We are now at that stage of our cultural devolutionary farce when, any day now, some bright kid is going to wear a tee-shirt to his government school, and on that tee-shirt a message will be emblazoned, and the message will read “endowed by his Creator with certain unalienable rights,” and he will be sent home for having displayed un-American sentiments.
The news in this department is unrelentingly bad. This next item is not to be filed under “hypothetical reductio,” but rather under what looks to be standard operating procedure in blue states now. In just a few weeks, Massachusetts begins its official persecution of churches that remain faithful to the Bible. Churches are included in the sweeping diktat, and these churches must refer to all sexually confused people in accordance with their chosen “gender identity,” or else.

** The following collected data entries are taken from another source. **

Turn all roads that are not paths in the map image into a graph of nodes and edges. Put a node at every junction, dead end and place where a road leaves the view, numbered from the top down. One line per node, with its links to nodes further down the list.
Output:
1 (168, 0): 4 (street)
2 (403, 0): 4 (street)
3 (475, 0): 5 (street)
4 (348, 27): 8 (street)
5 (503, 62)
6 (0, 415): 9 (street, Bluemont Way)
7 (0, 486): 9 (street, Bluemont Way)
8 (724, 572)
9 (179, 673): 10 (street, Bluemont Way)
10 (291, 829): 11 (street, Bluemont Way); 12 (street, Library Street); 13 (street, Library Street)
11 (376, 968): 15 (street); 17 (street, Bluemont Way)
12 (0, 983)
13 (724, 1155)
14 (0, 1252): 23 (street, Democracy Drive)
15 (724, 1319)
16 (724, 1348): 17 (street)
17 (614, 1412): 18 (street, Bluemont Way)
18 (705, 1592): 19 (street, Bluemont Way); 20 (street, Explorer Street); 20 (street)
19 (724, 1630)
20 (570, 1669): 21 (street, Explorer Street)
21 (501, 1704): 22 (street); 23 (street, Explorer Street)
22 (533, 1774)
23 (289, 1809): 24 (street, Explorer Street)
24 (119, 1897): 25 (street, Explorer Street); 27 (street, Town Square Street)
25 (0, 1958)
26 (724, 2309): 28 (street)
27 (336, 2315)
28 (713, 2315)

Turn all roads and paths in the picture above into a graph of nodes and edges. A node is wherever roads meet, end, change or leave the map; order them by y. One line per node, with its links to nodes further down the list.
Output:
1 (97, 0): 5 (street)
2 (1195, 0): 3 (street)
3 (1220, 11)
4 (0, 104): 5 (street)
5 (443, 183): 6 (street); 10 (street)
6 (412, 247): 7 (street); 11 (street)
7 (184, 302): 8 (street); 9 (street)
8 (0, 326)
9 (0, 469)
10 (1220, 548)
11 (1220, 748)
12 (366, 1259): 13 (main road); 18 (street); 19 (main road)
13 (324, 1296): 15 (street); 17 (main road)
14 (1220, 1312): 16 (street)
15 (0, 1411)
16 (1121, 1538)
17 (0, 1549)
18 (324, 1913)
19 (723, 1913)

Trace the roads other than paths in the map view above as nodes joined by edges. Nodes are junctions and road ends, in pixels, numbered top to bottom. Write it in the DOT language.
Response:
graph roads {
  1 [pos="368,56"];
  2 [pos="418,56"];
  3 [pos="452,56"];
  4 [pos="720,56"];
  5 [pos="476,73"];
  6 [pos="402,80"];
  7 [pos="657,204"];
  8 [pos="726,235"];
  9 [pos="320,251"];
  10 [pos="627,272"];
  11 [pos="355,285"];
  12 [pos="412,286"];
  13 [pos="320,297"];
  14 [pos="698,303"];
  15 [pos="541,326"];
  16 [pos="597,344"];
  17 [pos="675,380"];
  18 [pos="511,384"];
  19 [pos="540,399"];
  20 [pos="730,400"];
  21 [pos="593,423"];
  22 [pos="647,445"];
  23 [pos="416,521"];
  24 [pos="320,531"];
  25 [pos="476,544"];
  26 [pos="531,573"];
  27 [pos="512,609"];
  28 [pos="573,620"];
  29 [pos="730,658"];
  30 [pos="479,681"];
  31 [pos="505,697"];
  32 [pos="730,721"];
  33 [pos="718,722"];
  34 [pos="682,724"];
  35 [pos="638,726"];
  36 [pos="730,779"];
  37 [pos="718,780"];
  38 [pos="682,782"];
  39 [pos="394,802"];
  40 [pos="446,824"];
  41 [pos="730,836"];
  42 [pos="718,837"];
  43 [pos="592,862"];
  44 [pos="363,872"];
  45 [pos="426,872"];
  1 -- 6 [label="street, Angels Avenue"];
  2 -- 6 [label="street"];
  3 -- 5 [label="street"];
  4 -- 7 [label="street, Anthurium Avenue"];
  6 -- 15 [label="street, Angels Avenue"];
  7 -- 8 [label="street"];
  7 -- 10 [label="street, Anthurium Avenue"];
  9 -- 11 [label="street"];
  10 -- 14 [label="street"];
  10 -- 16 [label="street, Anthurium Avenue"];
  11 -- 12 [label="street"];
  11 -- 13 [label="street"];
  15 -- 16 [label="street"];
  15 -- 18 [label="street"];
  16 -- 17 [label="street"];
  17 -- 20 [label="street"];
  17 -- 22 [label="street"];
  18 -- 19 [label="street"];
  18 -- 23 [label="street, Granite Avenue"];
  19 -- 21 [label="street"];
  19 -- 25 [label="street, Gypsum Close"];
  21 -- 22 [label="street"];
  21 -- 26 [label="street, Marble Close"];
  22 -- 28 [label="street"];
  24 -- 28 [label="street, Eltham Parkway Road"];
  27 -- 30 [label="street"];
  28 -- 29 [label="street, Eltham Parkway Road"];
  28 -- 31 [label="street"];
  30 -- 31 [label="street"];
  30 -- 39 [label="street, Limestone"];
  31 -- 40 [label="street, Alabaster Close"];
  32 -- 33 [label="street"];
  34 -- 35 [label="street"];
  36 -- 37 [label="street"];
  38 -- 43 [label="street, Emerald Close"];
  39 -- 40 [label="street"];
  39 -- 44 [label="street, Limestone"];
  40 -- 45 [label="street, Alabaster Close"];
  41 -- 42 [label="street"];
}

As one web site has aptly summarized it, “Inside every liberal is a totalitarian screaming to get out.” We have moved well past the point where we need to document such abuses—no need for that when it is raining abuses now. Not only is it raining abuses, it is raining absurd abuses. The secularist, tethered to nothing, anchored firmly to 500 pounds of stratosphere, sets up a hue and cry about genital mutilation in the Middle East, and then in the next breath wants to make it illegal for anyone in this country even to object to our forms of secularist genital mutilation (i.e. youth transgenderism).
In Yemen, the mutilation of a young girl’s genitals is descried as primitive and backward. And yet now in Massachusetts, if a church objects to vile parents having a young boy’s penis cut off, those who object to this are classified as haters. In Yemen, that really is an appalling practice carried down into the present from centuries of backward superstition. In Massachusetts, this is the new regime, being instituted now, as we speak, by the enlightened ones, the progressives. In reality, they are as blinkered as it gets.
Such absurdities and contradictions abound. And if they are so plain, and yet so invisible to those in the grip of them, what we need to do is explain why that is. To do so, let us return to our first paragraph. Rights derive from God. God is the giver of rights. If there is no God, there are no rights. If there is a false god, there are false rights. Water does not rise above its own level, and rights in a worshiper do not rise above the nature and character of the one worshiped.
The true and living God can bestow rights. Idols cannot do so. Imaginative fancies cannot endow anybody with anything. The principles should be clear enough across the board, but let us take two deities, one true and one pretended, in order to make the point evident.
The God who actually made the world is unchanging and immutable, and He is also holy. His Word is therefore unchanging and holy. As a consequence, His gifts are irrevocable and good. On the other hand, the god of the secularists is Demos, the people. But the people, unlike Jehovah, are both mutable and sinful. So here is the basic point of contrast.
The gifts you receive will mirror the nature, character, and attributes of the one who gives them. If your rights are given to you by the Creator then your rights are completely out of the reach of the next plebiscite. Those rights cannot be touched by kings, parliaments, assemblies, bureaucrats, commissions, congresses, presidents, resolutions, or referenda. Demos did not give, and so Demos cannot take away. And since those rights cannot be touched by them, I intend to behave as though those right cannot be touched by them.
But if you are a typical progressive, you believe there is no voice beyond that of the people. There is no transcendental voice, and as a consequence vox populi vox Dei. But what is that god like? I will tell you what that god is like. He is both wicked and fickle. You have no rights that may not be entirely removed by the next election, and if you complain about it, the response will be puzzlement—puzzlement on the part of anyone who worships Demos. You have as many rights as anyone. These things come and go.
And so we see yet again, from yet another angle, the utter impossibility of secularism.